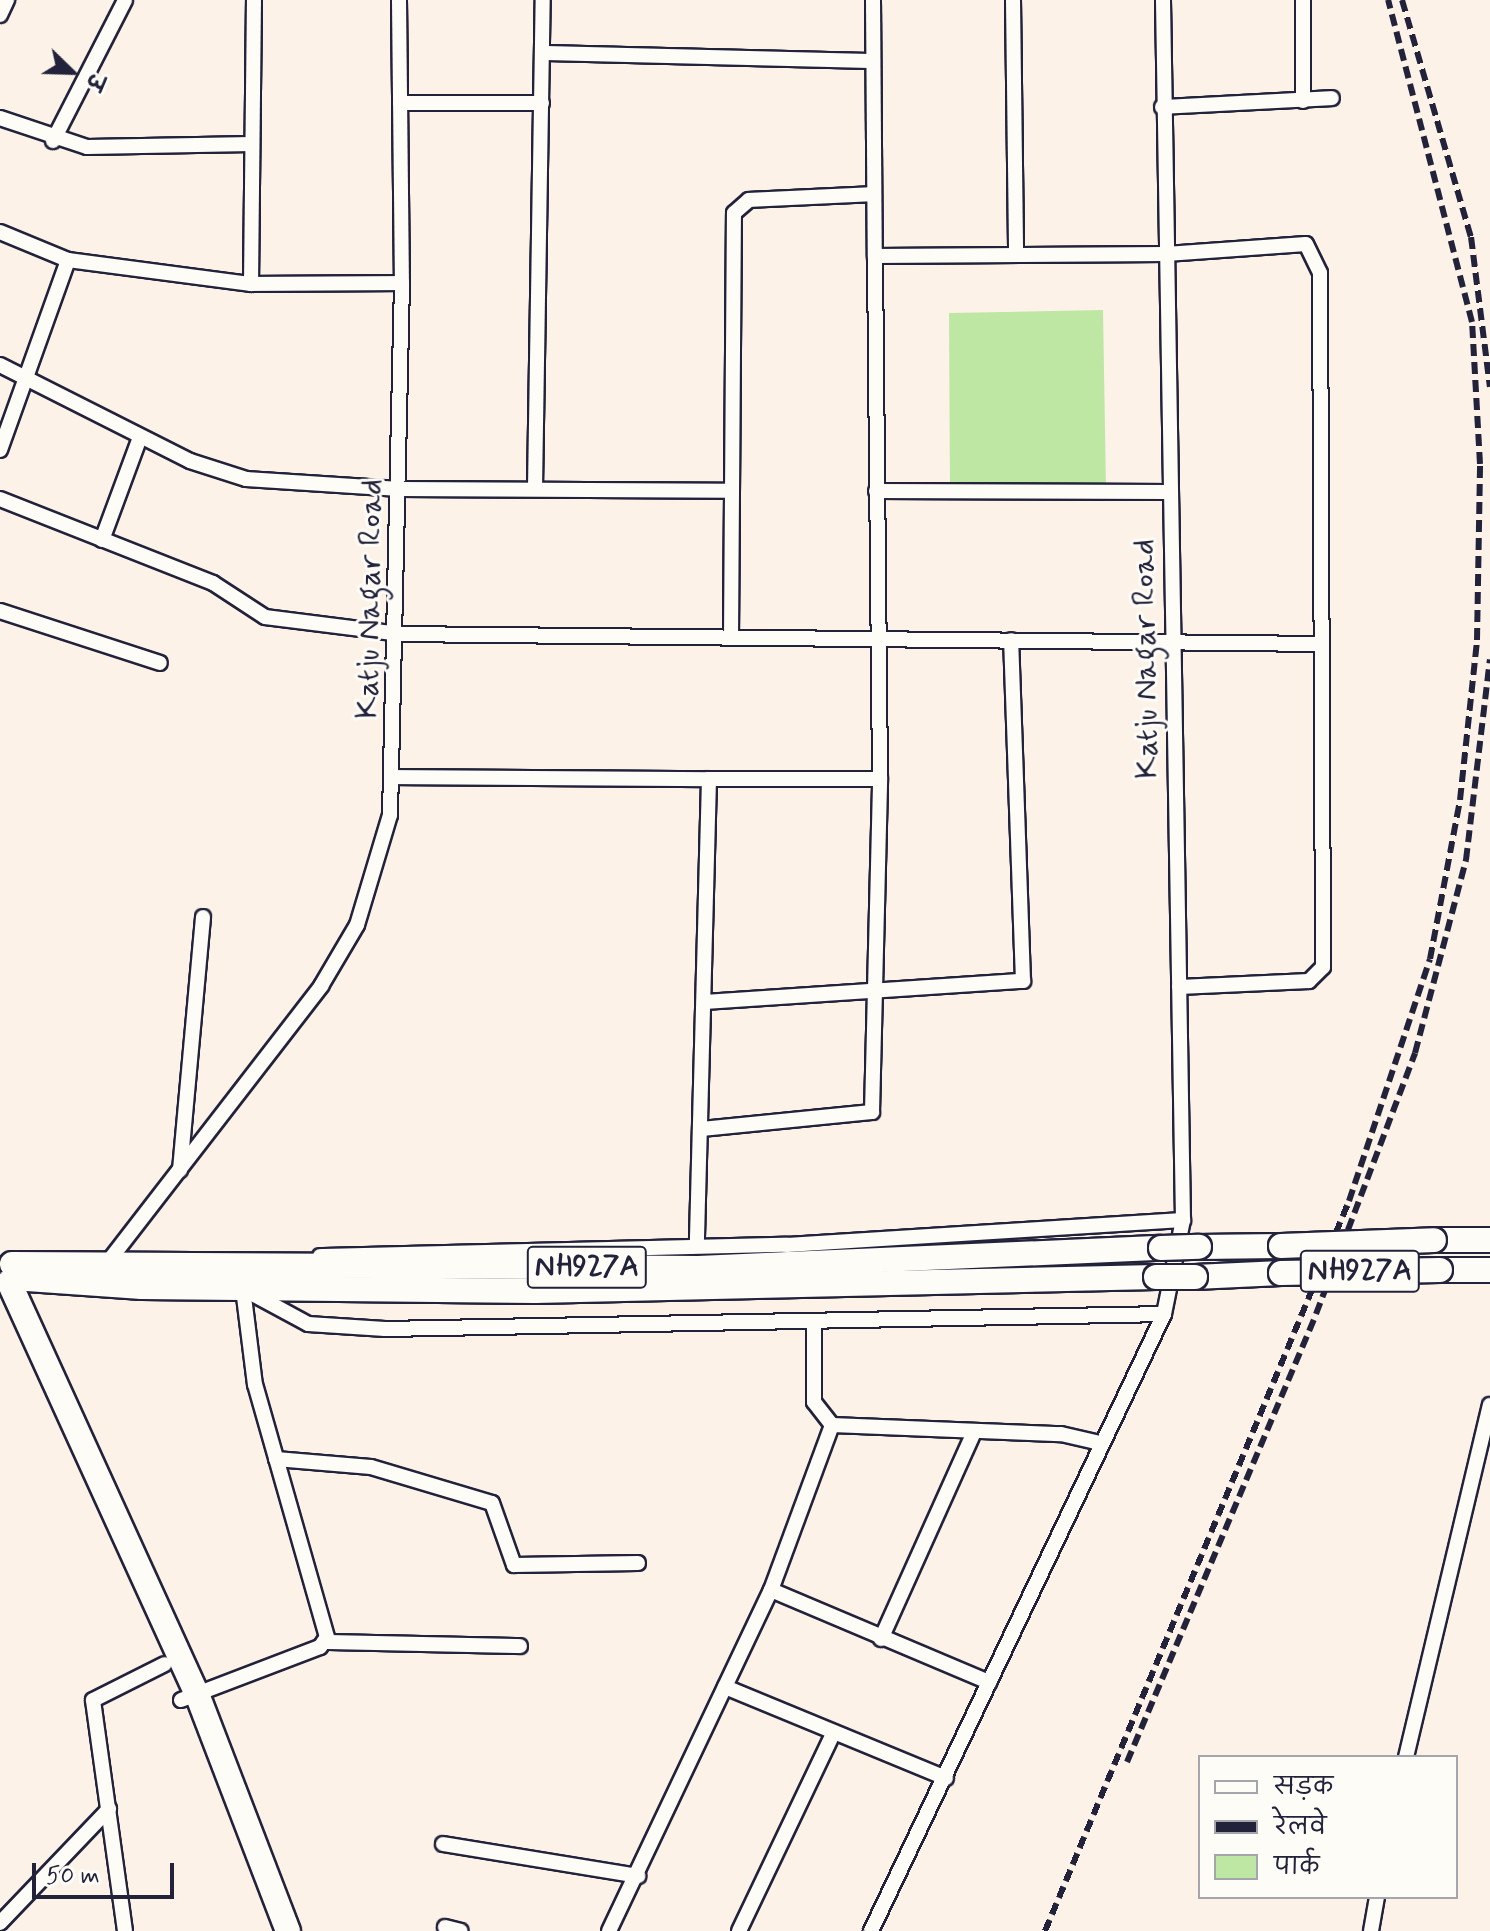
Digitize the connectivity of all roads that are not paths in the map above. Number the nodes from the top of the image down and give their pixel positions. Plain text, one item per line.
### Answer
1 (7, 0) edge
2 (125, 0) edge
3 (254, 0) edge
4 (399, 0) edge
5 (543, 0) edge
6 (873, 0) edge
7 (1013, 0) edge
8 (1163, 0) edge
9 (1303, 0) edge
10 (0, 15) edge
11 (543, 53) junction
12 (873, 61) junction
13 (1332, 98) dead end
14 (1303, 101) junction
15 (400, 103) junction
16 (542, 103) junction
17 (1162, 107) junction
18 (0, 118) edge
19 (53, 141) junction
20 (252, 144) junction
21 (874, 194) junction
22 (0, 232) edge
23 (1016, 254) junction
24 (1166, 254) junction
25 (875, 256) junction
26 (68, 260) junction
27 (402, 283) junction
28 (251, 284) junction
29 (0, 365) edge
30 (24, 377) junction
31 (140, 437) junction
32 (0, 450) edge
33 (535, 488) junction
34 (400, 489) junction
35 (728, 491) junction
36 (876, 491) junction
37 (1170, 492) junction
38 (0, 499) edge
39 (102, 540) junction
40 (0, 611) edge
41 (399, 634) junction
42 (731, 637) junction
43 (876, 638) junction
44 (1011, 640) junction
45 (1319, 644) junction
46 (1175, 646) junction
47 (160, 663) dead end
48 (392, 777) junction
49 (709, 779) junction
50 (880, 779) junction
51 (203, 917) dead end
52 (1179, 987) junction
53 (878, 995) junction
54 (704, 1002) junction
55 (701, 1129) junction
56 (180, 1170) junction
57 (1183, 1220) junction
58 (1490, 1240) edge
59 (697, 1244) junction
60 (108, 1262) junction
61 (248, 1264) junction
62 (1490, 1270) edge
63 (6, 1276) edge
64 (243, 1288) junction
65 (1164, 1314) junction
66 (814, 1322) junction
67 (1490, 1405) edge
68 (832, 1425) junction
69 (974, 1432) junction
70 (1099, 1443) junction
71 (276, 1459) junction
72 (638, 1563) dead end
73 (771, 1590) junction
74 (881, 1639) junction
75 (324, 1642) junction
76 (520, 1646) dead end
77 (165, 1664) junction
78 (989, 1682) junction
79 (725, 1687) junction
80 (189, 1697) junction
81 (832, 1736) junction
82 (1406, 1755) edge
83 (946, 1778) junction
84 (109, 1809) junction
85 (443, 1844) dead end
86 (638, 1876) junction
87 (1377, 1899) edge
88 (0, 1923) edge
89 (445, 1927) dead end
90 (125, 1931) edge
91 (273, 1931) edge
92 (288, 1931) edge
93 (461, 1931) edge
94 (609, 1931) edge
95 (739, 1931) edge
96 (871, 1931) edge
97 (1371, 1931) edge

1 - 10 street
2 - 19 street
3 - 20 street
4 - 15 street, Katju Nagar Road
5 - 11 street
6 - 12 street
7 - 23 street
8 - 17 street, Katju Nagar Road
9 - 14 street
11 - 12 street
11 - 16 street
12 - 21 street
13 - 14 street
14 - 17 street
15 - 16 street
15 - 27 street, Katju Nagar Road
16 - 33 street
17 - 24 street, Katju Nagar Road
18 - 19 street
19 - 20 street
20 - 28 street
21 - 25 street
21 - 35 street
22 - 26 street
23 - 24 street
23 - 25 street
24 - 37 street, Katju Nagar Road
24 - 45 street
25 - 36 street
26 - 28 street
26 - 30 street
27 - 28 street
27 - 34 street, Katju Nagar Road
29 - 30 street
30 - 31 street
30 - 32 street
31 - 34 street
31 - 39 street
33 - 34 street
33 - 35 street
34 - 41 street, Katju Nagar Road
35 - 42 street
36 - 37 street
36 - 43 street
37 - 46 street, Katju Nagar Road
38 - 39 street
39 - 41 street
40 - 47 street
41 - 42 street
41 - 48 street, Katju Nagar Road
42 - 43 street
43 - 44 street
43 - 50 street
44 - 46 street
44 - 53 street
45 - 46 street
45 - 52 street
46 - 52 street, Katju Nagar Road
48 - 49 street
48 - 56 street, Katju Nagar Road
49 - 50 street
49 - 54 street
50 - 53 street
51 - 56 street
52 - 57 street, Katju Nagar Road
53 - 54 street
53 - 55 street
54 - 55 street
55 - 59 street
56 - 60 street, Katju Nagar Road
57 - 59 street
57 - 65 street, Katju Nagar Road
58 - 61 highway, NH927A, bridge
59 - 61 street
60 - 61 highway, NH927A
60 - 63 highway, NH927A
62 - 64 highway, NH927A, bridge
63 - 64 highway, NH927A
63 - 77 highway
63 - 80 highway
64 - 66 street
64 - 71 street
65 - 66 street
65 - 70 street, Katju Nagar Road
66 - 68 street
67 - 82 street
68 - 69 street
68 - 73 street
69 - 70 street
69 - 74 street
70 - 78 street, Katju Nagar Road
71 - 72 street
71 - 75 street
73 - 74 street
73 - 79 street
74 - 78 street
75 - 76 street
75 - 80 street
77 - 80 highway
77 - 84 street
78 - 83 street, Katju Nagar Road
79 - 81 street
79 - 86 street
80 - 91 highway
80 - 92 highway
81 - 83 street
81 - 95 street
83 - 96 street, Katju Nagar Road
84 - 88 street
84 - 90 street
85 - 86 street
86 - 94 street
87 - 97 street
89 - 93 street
==
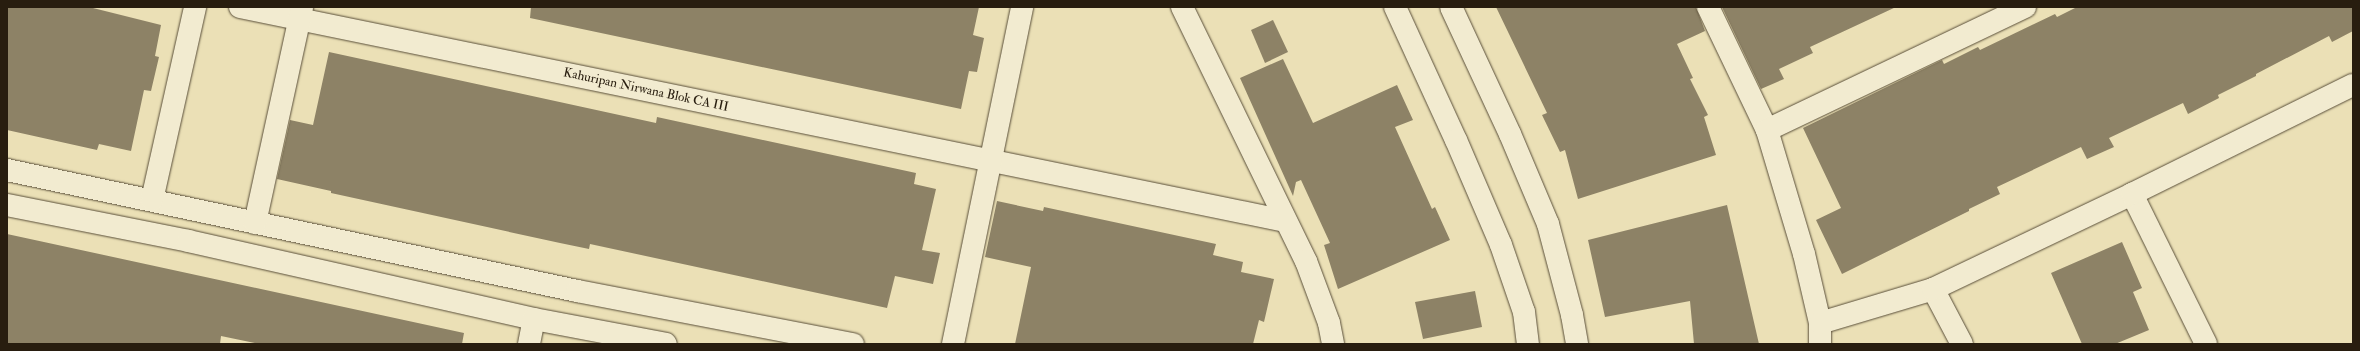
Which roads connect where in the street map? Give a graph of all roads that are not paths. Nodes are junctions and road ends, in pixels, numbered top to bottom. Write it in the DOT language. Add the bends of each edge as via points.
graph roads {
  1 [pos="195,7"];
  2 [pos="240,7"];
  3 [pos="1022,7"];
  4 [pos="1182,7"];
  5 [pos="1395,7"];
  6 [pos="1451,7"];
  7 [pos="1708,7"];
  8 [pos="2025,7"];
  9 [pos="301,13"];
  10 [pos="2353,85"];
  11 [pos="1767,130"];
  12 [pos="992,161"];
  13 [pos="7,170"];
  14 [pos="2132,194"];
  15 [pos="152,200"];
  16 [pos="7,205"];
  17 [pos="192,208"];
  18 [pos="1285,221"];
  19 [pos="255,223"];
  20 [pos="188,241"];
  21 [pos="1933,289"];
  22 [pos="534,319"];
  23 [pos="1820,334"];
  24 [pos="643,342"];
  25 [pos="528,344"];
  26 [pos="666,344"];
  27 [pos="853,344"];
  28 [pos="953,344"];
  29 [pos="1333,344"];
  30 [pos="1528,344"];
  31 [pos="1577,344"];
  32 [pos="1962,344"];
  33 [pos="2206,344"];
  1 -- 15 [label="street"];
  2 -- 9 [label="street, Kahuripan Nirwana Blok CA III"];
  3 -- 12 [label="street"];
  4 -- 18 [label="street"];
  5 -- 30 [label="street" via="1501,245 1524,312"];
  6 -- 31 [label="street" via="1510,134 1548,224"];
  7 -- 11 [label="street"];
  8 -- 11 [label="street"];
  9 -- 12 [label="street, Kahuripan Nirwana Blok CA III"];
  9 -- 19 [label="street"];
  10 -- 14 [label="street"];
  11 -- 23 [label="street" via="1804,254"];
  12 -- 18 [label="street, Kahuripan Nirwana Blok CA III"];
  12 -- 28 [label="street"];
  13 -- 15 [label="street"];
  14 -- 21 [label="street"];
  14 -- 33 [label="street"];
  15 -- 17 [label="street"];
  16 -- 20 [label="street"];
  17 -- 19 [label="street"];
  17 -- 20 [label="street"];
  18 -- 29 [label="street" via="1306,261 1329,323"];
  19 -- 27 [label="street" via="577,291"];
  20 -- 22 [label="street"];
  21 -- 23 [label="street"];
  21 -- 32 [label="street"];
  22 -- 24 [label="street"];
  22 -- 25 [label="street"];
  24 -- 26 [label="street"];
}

_WHAT THE TASK ASKS_
Copy whichever lines in the listing above hold "Kahuripan".

_ANSWER BOX_
  2 -- 9 [label="street, Kahuripan Nirwana Blok CA III"];
  9 -- 12 [label="street, Kahuripan Nirwana Blok CA III"];
  12 -- 18 [label="street, Kahuripan Nirwana Blok CA III"];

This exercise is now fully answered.